-
Notifications
You must be signed in to change notification settings - Fork 39
How to Configure Lossless RoCE
This page discusses real-life configuration of Mellanox Spectrum based Ethernet switches for Lossless RoCE and TCP traffic. The switch will be enabled with PFC and ECN.
Note: This page is a translation of an article titled How to Configure Mellanox Spectrum Switch for Lossless RoCE into the language of Linux Switch.

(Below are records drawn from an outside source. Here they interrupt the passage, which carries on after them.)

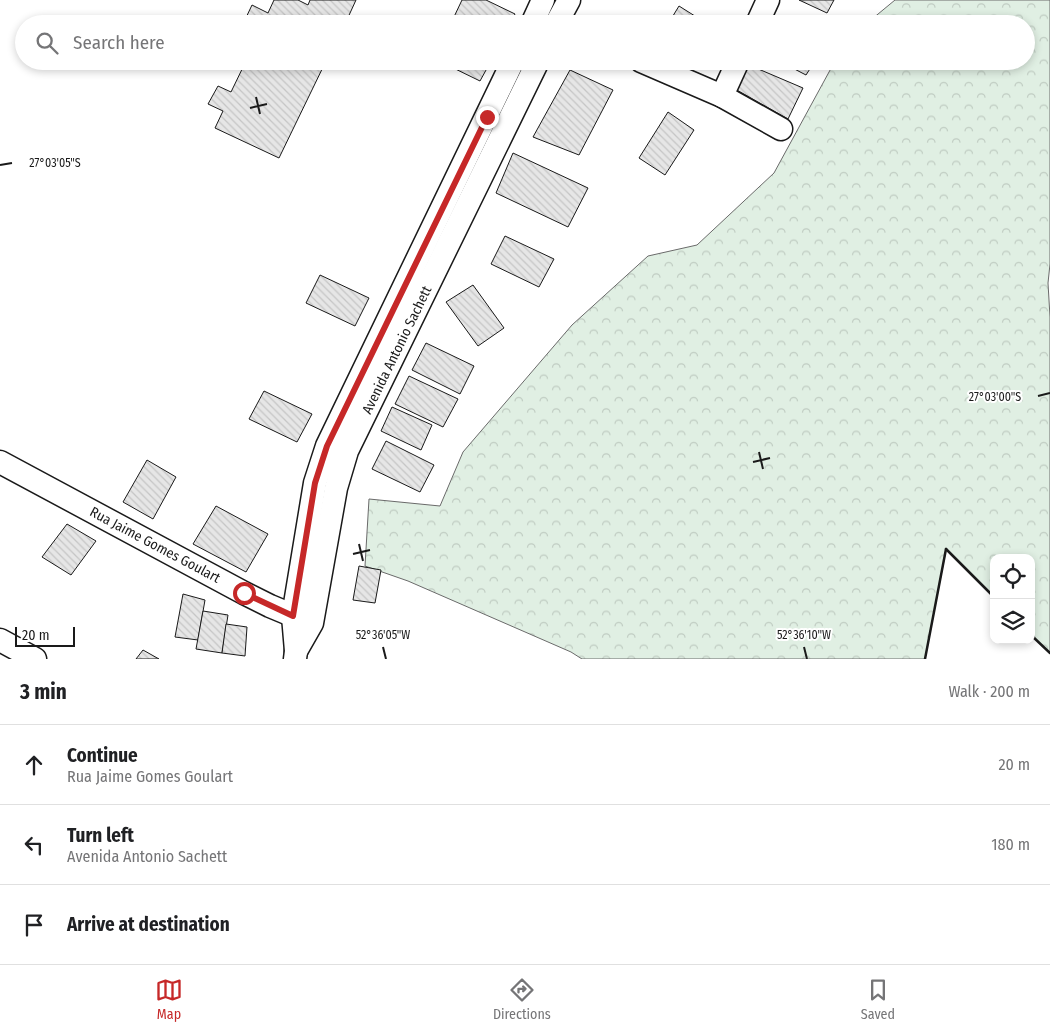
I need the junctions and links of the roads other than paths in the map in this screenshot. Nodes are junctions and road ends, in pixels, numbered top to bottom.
1 (569, 0) edge
2 (768, 0) edge
3 (551, 15) edge
4 (761, 15) edge
5 (511, 70) edge
6 (532, 70) edge
7 (662, 70) edge
8 (734, 70) edge
9 (722, 96) junction
10 (497, 121) junction
11 (780, 129) dead end
12 (0, 462) edge
13 (303, 620) junction
14 (0, 640) edge
15 (295, 655) edge
16 (35, 659) edge

1 - 3 street
2 - 4 street
5 - 10 street, Avenida Antonio Sachett
6 - 10 street, Avenida Antonio Sachett
7 - 9 street
8 - 9 street
9 - 11 street
10 - 13 street, Avenida Antonio Sachett
12 - 13 street, Rua Jaime Gomes Goulart
13 - 15 street, Avenida Antonio Sachett
14 - 16 street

- Overview of Configuration
- Configuring Shared Buffer Pools
- Configuring Traffic Prioritization
- Configuring Traffic Scheduling
- Configuring Priority Group Buffers
- Configure Mapping of Traffic to Pools
- Configure ECN
- Configure PFC
- Further Resources
There are three principal traffic flows: RDMA, CNP, and everything else. This is an overview of the way the treatment of these types of traffic is configured. Traffic prioritization is based on trust DSCP.
Type | DSCP | Prio | Buf | Pools | Scheduling |
---|---|---|---|---|---|
TCP | 0 | 0, PFC off | PG0 | ing 0 / eg 4 | TC0, WRR |
RDMA | 24 | 3, PFC on | PG3 | ing 1 / eg 5 | TC3, WRR, ECN |
CNP | 48 | 6, PFC off | PG6 | ing 1 / eg 5 | TC6, strict |
See the QoS page for details about configuration of shared buffer pools for lossless traffic and in general.
Pools 0 (ingress) and 4 (egress) will be used for lossy traffic, pools 1 (ingress) and 5 (egress) for losslesss traffic. Pools 0, 1 and 4 will use half of the available chip memory:
$ devlink -j sb show pci/0000:03:00.0 | jq '.sb[][0].size / 2'
7012352
$ devlink sb pool set pci/0000:03:00.0 pool 0 size 7012352 thtype dynamic # ingress lossy
$ devlink sb pool set pci/0000:03:00.0 pool 4 size 7012352 thtype dynamic # egress lossy
$ devlink sb pool set pci/0000:03:00.0 pool 1 size 7012352 thtype dynamic # ingress lossless
Pool 5 (egress lossless), will be as large as the chip permits:
$ devlink -j sb show pci/0000:03:00.0 | jq '.sb[][0].size'
14024704
$ devlink sb pool set pci/0000:03:00.0 pool 5 size 14024704 thtype dynamic # egress lossless
Note: In practice, the limit just needs to be large enough to not be a limiting factor. This is a good way of making sure it is.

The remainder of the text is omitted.